Shanmugam feels ‘sad’ about question on Chinese right to control policies

·Editorial Team
·2-min read
Law and Home Affairs K Shanmugam speaking at a REACH-Zaobao forum. (SCREENSHOT: K Shanmugam/Istagram)
Law and Home Affairs K Shanmugam speaking at a REACH-Zaobao forum. (SCREENSHOT: K Shanmugam/Istagram)

SINGAPORE — Singapore must never embark on the road of majoritarianism with the majority Chinese community controlling policy-making, Law and Home Affairs Minister K Shanmugam said.

Calling Singapore a “very precious but very delicate object” which can “easily be fractured”, Shanmugam said a policy of majoritarianism would be contrary to what Singapore stands for. 

The minister was responding to a question posed at a REACH-Zaobao forum on 24 July. He posted the question and answer on his Instagram page earlier this week.

A participant asked the question: “Chinese Singaporeans, the largest group in Singapore, are now asked to be sensitive to the minority. But shouldn't the largest group have the right to decide on Singapore's direction, such as education, language to be used, like other countries?”

Shanmugam began his reply by saying, “I will say I'm quite sad that this question has been asked, and I will say, ‘Have a care’.”

Referring to the early days of Singapore’s independence, Shanmugam said that a group of influential Chinese leaders had spoken with then Prime Minister Lee Kuan Yew to request for Mandarin to be the primary language of business, and that Singapore should be a “Chinese country”.

Singapore had left Malaysia on the basis that no single race would dominate another race on the basis of majoritarianism, he added.

“We are built on a very powerful ideal of the beauty of human spirit, and the possibilities of human spirit, of give and take, of accommodation, of multiracialism, of equality, regardless of skin colour.”

Democracy can go the other way as it has happened in other countries where the “political logic” is to cater to the majority to win votes, Shanmugam said.

He raised the prospect of Singapore doing away with the Ethnic Integration Policy for housing, the Group Representation Constituency system, and greater emphasis on teaching Mandarin across schools. “That is possible on the basis of majority rule.
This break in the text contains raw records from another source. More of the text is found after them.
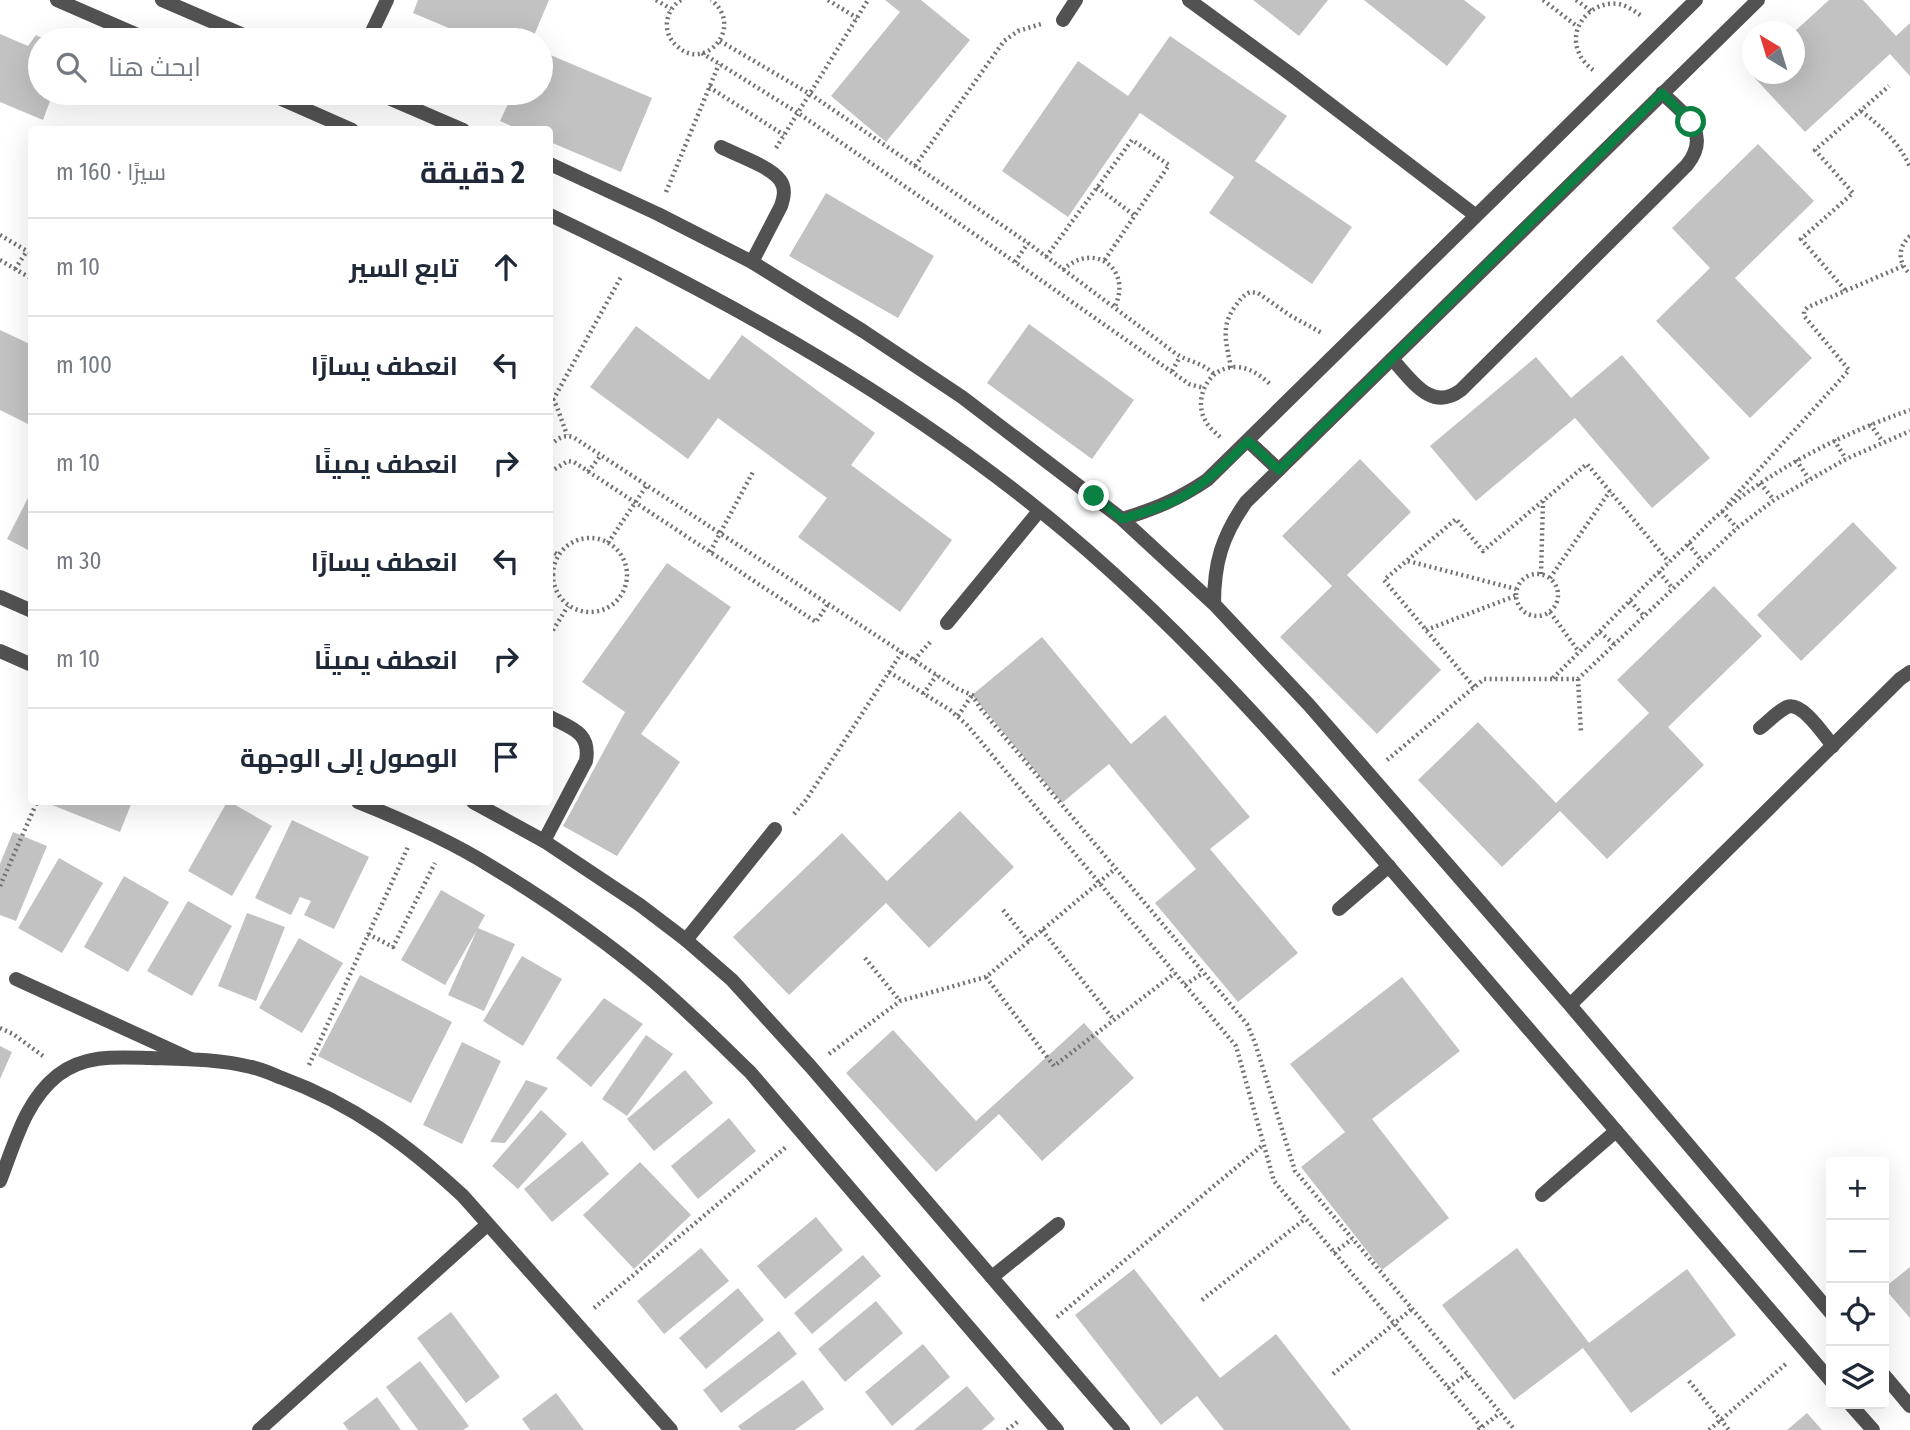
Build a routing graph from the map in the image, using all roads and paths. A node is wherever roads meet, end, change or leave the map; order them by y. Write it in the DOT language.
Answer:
graph roads {
  1 [pos="57,0"];
  2 [pos="162,0"];
  3 [pos="387,0"];
  4 [pos="656,0"];
  5 [pos="681,0"];
  6 [pos="711,0"];
  7 [pos="828,0"];
  8 [pos="868,0"];
  9 [pos="1076,0"];
  10 [pos="1189,0"];
  11 [pos="1543,0"];
  12 [pos="1576,0"];
  13 [pos="1696,0"];
  14 [pos="1758,0"];
  15 [pos="671,9"];
  16 [pos="1591,11"];
  17 [pos="858,18"];
  18 [pos="1063,20"];
  19 [pos="1578,27"];
  20 [pos="121,28"];
  21 [pos="228,28"];
  22 [pos="374,28"];
  23 [pos="1665,30"];
  24 [pos="720,41"];
  25 [pos="702,53"];
  26 [pos="719,64"];
  27 [pos="1609,85"];
  28 [pos="1889,86"];
  29 [pos="709,87"];
  30 [pos="1662,93"];
  31 [pos="810,94"];
  32 [pos="295,105"];
  33 [pos="400,105"];
  34 [pos="1861,111"];
  35 [pos="797,113"];
  36 [pos="439,125"];
  37 [pos="343,126"];
  38 [pos="784,135"];
  39 [pos="721,147"];
  40 [pos="553,165"];
  41 [pos="915,166"];
  42 [pos="1910,167"];
  43 [pos="763,168"];
  44 [pos="1097,187"];
  45 [pos="658,214"];
  46 [pos="1475,215"];
  47 [pos="553,216"];
  48 [pos="1135,216"];
  49 [pos="0,235"];
  50 [pos="1910,236"];
  51 [pos="1028,243"];
  52 [pos="28,251"];
  53 [pos="28,253"];
  54 [pos="633,254"];
  55 [pos="1046,257"];
  56 [pos="0,260"];
  57 [pos="1104,261"];
  58 [pos="752,262"];
  59 [pos="1015,262"];
  60 [pos="1903,267"];
  61 [pos="15,269"];
  62 [pos="1063,270"];
  63 [pos="1910,274"];
  64 [pos="28,277"];
  65 [pos="1845,290"];
  66 [pos="1114,309"];
  67 [pos="1344,346"];
  68 [pos="1180,357"];
  69 [pos="1392,359"];
  70 [pos="1231,368"];
  71 [pos="1172,372"];
  72 [pos="1215,375"];
  73 [pos="1204,388"];
  74 [pos="553,400"];
  75 [pos="1289,400"];
  76 [pos="1910,410"];
  77 [pos="1870,424"];
  78 [pos="1910,431"];
  79 [pos="567,435"];
  80 [pos="1834,440"];
  81 [pos="1248,441"];
  82 [pos="1883,442"];
  83 [pos="553,443"];
  84 [pos="1235,454"];
  85 [pos="601,455"];
  86 [pos="1846,459"];
  87 [pos="1796,460"];
  88 [pos="553,470"];
  89 [pos="754,470"];
  90 [pos="1279,470"];
  91 [pos="588,472"];
  92 [pos="1809,479"];
  93 [pos="1760,483"];
  94 [pos="647,485"];
  95 [pos="1610,491"];
  96 [pos="1774,500"];
  97 [pos="1544,501"];
  98 [pos="635,502"];
  99 [pos="1040,511"];
  100 [pos="1722,511"];
  101 [pos="1122,519"];
  102 [pos="1737,528"];
  103 [pos="720,533"];
  104 [pos="608,543"];
  105 [pos="1688,544"];
  106 [pos="553,552"];
  107 [pos="709,552"];
  108 [pos="558,555"];
  109 [pos="1407,561"];
  110 [pos="1702,561"];
  111 [pos="1669,562"];
  112 [pos="553,566"];
  113 [pos="1659,572"];
  114 [pos="1541,574"];
  115 [pos="1550,578"];
  116 [pos="553,581"];
  117 [pos="1673,589"];
  118 [pos="1516,592"];
  119 [pos="0,597"];
  120 [pos="1630,601"];
  121 [pos="828,604"];
  122 [pos="1214,604"];
  123 [pos="568,606"];
  124 [pos="28,609"];
  125 [pos="1550,612"];
  126 [pos="1644,617"];
  127 [pos="947,623"];
  128 [pos="553,630"];
  129 [pos="1426,630"];
  130 [pos="1600,632"];
  131 [pos="1615,645"];
  132 [pos="0,651"];
  133 [pos="902,652"];
  134 [pos="1580,652"];
  135 [pos="28,663"];
  136 [pos="889,671"];
  137 [pos="1910,672"];
  138 [pos="937,675"];
  139 [pos="1553,679"];
  140 [pos="1578,679"];
  141 [pos="1474,687"];
  142 [pos="923,694"];
  143 [pos="972,695"];
  144 [pos="958,716"];
  145 [pos="553,719"];
  146 [pos="1760,728"];
  147 [pos="1581,733"];
  148 [pos="1833,746"];
  149 [pos="1370,775"];
  150 [pos="36,805"];
  151 [pos="369,805"];
  152 [pos="481,805"];
  153 [pos="417,827"];
  154 [pos="775,829"];
  155 [pos="544,841"];
  156 [pos="446,842"];
  157 [pos="1389,866"];
  158 [pos="1115,869"];
  159 [pos="1099,883"];
  160 [pos="0,886"];
  161 [pos="1339,909"];
  162 [pos="1003,910"];
  163 [pos="1042,930"];
  164 [pos="368,934"];
  165 [pos="686,940"];
  166 [pos="1029,942"];
  167 [pos="865,958"];
  168 [pos="1203,972"];
  169 [pos="1175,973"];
  170 [pos="986,977"];
  171 [pos="16,979"];
  172 [pos="1185,985"];
  173 [pos="900,1001"];
  174 [pos="1570,1005"];
  175 [pos="1114,1020"];
  176 [pos="0,1028"];
  177 [pos="192,1059"];
  178 [pos="811,1067"];
  179 [pos="60,1073"];
  180 [pos="300,1084"];
  181 [pos="1616,1131"];
  182 [pos="802,1133"];
  183 [pos="1263,1145"];
  184 [pos="0,1181"];
  185 [pos="1542,1195"];
  186 [pos="1305,1219"];
  187 [pos="488,1224"];
  188 [pos="1058,1224"];
  189 [pos="1352,1239"];
  190 [pos="1334,1253"];
  191 [pos="992,1277"];
  192 [pos="1202,1300"];
  193 [pos="1826,1307"];
  194 [pos="1413,1308"];
  195 [pos="576,1323"];
  196 [pos="1394,1324"];
  197 [pos="1039,1332"];
  198 [pos="1804,1349"];
  199 [pos="1333,1374"];
  200 [pos="1467,1374"];
  201 [pos="1826,1375"];
  202 [pos="1689,1381"];
  203 [pos="1889,1381"];
  204 [pos="1448,1388"];
  205 [pos="1910,1406"];
  206 [pos="1854,1409"];
  207 [pos="1500,1413"];
  208 [pos="1721,1420"];
  209 [pos="1481,1429"];
  210 [pos="259,1430"];
  211 [pos="671,1430"];
  212 [pos="1057,1430"];
  213 [pos="1123,1430"];
  214 [pos="1514,1430"];
  215 [pos="1709,1430"];
  216 [pos="1729,1430"];
  217 [pos="1873,1430"];
  1 -- 20 [label="street"];
  2 -- 21 [label="street"];
  3 -- 22 [label="street"];
  4 -- 15 [label="path"];
  5 -- 15 [label="path"];
  6 -- 24 [label="path"];
  7 -- 17 [label="path"];
  8 -- 17 [label="path"];
  9 -- 18 [label="street"];
  10 -- 46 [label="street"];
  11 -- 19 [label="path"];
  12 -- 16 [label="path"];
  13 -- 23 [label="street"];
  14 -- 30 [label="street"];
  15 -- 25 [label="path"];
  16 -- 19 [label="path"];
  16 -- 23 [label="path"];
  17 -- 31 [label="path"];
  18 -- 41 [label="path"];
  19 -- 27 [label="path"];
  23 -- 27 [label="street"];
  24 -- 25 [label="path"];
  24 -- 31 [label="path"];
  25 -- 26 [label="path"];
  26 -- 29 [label="path"];
  26 -- 35 [label="path"];
  27 -- 46 [label="street"];
  28 -- 34 [label="path"];
  29 -- 38 [label="path"];
  29 -- 45 [label="path"];
  30 -- 69 [label="street"];
  30 -- 69 [label="street"];
  31 -- 35 [label="path"];
  31 -- 41 [label="path"];
  32 -- 37 [label="street"];
  33 -- 36 [label="street"];
  34 -- 42 [label="path"];
  34 -- 65 [label="path"];
  35 -- 38 [label="path"];
  35 -- 59 [label="path"];
  38 -- 43 [label="path"];
  39 -- 43 [label="street"];
  40 -- 45 [label="street"];
  41 -- 51 [label="path"];
  43 -- 58 [label="street"];
  44 -- 48 [label="path"];
  44 -- 48 [label="path"];
  44 -- 55 [label="path"];
  45 -- 58 [label="street"];
  46 -- 67 [label="street"];
  47 -- 54 [label="street"];
  48 -- 57 [label="path"];
  49 -- 52 [label="path"];
  50 -- 60 [label="path"];
  51 -- 55 [label="path"];
  51 -- 59 [label="path"];
  53 -- 61 [label="path"];
  54 -- 74 [label="path"];
  54 -- 99 [label="street"];
  55 -- 62 [label="path"];
  56 -- 61 [label="path"];
  57 -- 62 [label="path"];
  57 -- 66 [label="path"];
  58 -- 101 [label="street"];
  59 -- 71 [label="path"];
  60 -- 63 [label="path"];
  60 -- 65 [label="path"];
  61 -- 64 [label="path"];
  62 -- 66 [label="path"];
  65 -- 100 [label="path"];
  66 -- 68 [label="path"];
  67 -- 70 [label="path"];
  67 -- 75 [label="street"];
  68 -- 71 [label="path"];
  68 -- 72 [label="path"];
  69 -- 90 [label="street"];
  70 -- 72 [label="path"];
  70 -- 75 [label="path"];
  71 -- 73 [label="path"];
  72 -- 73 [label="path"];
  73 -- 84 [label="path"];
  74 -- 79 [label="path"];
  75 -- 81 [label="street"];
  76 -- 77 [label="path"];
  77 -- 80 [label="path"];
  77 -- 82 [label="path"];
  78 -- 82 [label="path"];
  79 -- 83 [label="path"];
  79 -- 85 [label="path"];
  80 -- 86 [label="path"];
  80 -- 87 [label="path"];
  81 -- 84 [label="street"];
  81 -- 90 [label="street"];
  82 -- 86 [label="path"];
  84 -- 101 [label="street"];
  85 -- 91 [label="path"];
  85 -- 94 [label="path"];
  86 -- 92 [label="path"];
  87 -- 92 [label="path"];
  87 -- 93 [label="path"];
  88 -- 91 [label="path"];
  89 -- 103 [label="path"];
  90 -- 122 [label="street"];
  91 -- 98 [label="path"];
  92 -- 96 [label="path"];
  93 -- 96 [label="path"];
  93 -- 100 [label="path"];
  94 -- 98 [label="path"];
  94 -- 103 [label="path"];
  95 -- 97 [label="path"];
  95 -- 111 [label="path"];
  95 -- 115 [label="path"];
  96 -- 102 [label="path"];
  97 -- 109 [label="path"];
  97 -- 114 [label="path"];
  98 -- 104 [label="path"];
  98 -- 107 [label="path"];
  99 -- 127 [label="street"];
  99 -- 157 [label="street"];
  100 -- 102 [label="path"];
  100 -- 105 [label="path"];
  101 -- 122 [label="street"];
  102 -- 110 [label="path"];
  103 -- 107 [label="path"];
  103 -- 121 [label="path"];
  104 -- 108 [label="path"];
  104 -- 123 [label="path"];
  105 -- 110 [label="path"];
  105 -- 111 [label="path"];
  106 -- 108 [label="path"];
  107 -- 121 [label="path"];
  108 -- 112 [label="path"];
  109 -- 118 [label="path"];
  109 -- 129 [label="path"];
  110 -- 117 [label="path"];
  111 -- 113 [label="path"];
  113 -- 117 [label="path"];
  113 -- 120 [label="path"];
  114 -- 115 [label="path"];
  114 -- 118 [label="path"];
  115 -- 125 [label="path"];
  116 -- 123 [label="path"];
  117 -- 126 [label="path"];
  118 -- 125 [label="path"];
  118 -- 129 [label="path"];
  119 -- 124 [label="street"];
  120 -- 126 [label="path"];
  120 -- 130 [label="path"];
  121 -- 133 [label="path"];
  122 -- 149 [label="street"];
  123 -- 128 [label="path"];
  125 -- 134 [label="path"];
  126 -- 131 [label="path"];
  129 -- 141 [label="path"];
  130 -- 131 [label="path"];
  130 -- 134 [label="path"];
  131 -- 140 [label="path"];
  132 -- 135 [label="street"];
  133 -- 136 [label="path"];
  133 -- 138 [label="path"];
  134 -- 139 [label="path"];
  136 -- 142 [label="path"];
  136 -- 154 [label="path"];
  137 -- 148 [label="street"];
  138 -- 142 [label="path"];
  138 -- 143 [label="path"];
  139 -- 140 [label="path"];
  139 -- 141 [label="path"];
  140 -- 147 [label="path"];
  141 -- 149 [label="path"];
  142 -- 144 [label="path"];
  143 -- 144 [label="path"];
  143 -- 158 [label="path"];
  144 -- 159 [label="path"];
  145 -- 155 [label="street"];
  146 -- 148 [label="street"];
  148 -- 174 [label="street"];
  149 -- 174 [label="street"];
  150 -- 160 [label="path"];
  151 -- 153 [label="street"];
  152 -- 155 [label="street"];
  153 -- 156 [label="street"];
  153 -- 164 [label="path"];
  154 -- 165 [label="street"];
  155 -- 165 [label="street"];
  156 -- 164 [label="path"];
  156 -- 182 [label="street"];
  157 -- 161 [label="street"];
  157 -- 181 [label="street"];
  158 -- 159 [label="path"];
  158 -- 168 [label="path"];
  159 -- 163 [label="path"];
  159 -- 169 [label="path"];
  162 -- 166 [label="path"];
  163 -- 166 [label="path"];
  163 -- 175 [label="path"];
  164 -- 180 [label="path"];
  165 -- 178 [label="street"];
  166 -- 170 [label="path"];
  167 -- 173 [label="path"];
  168 -- 172 [label="path"];
  168 -- 189 [label="path"];
  169 -- 172 [label="path"];
  169 -- 175 [label="path"];
  170 -- 173 [label="path"];
  170 -- 175 [label="path"];
  171 -- 177 [label="street"];
  172 -- 183 [label="path"];
  173 -- 178 [label="path"];
  174 -- 193 [label="street"];
  176 -- 179 [label="path"];
  177 -- 179 [label="street"];
  177 -- 180 [label="street"];
  178 -- 191 [label="street"];
  179 -- 184 [label="street"];
  180 -- 187 [label="street"];
  181 -- 185 [label="street"];
  181 -- 198 [label="street"];
  182 -- 195 [label="path"];
  182 -- 212 [label="street"];
  183 -- 186 [label="path"];
  183 -- 197 [label="path"];
  186 -- 190 [label="path"];
  186 -- 192 [label="path"];
  187 -- 195 [label="street"];
  187 -- 210 [label="street"];
  188 -- 191 [label="street"];
  189 -- 190 [label="path"];
  189 -- 194 [label="path"];
  190 -- 196 [label="path"];
  191 -- 197 [label="street"];
  194 -- 196 [label="path"];
  194 -- 200 [label="path"];
  195 -- 211 [label="street"];
  196 -- 199 [label="path"];
  196 -- 204 [label="path"];
  197 -- 213 [label="street"];
  198 -- 201 [label="street"];
  198 -- 208 [label="path"];
  200 -- 204 [label="path"];
  200 -- 207 [label="path"];
  202 -- 208 [label="path"];
  203 -- 205 [label="street"];
  204 -- 209 [label="path"];
  206 -- 217 [label="street"];
  207 -- 209 [label="path"];
  207 -- 214 [label="path"];
  208 -- 215 [label="path"];
  208 -- 216 [label="path"];
}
But is it right?”

The first generation of leaders led by Lee had stamped out racial chauvinism and built Singapore into a successful country, Shanmugam said.

He added, “And I will tell the majority race this, if we move away from that, the minorities suffer yes, but the country will suffer, and the Chinese will suffer too...I hope we never go down that road.

“Our multiracialism is not perfect. It's a work in progress but it's far better than the alternative that this question suggests.”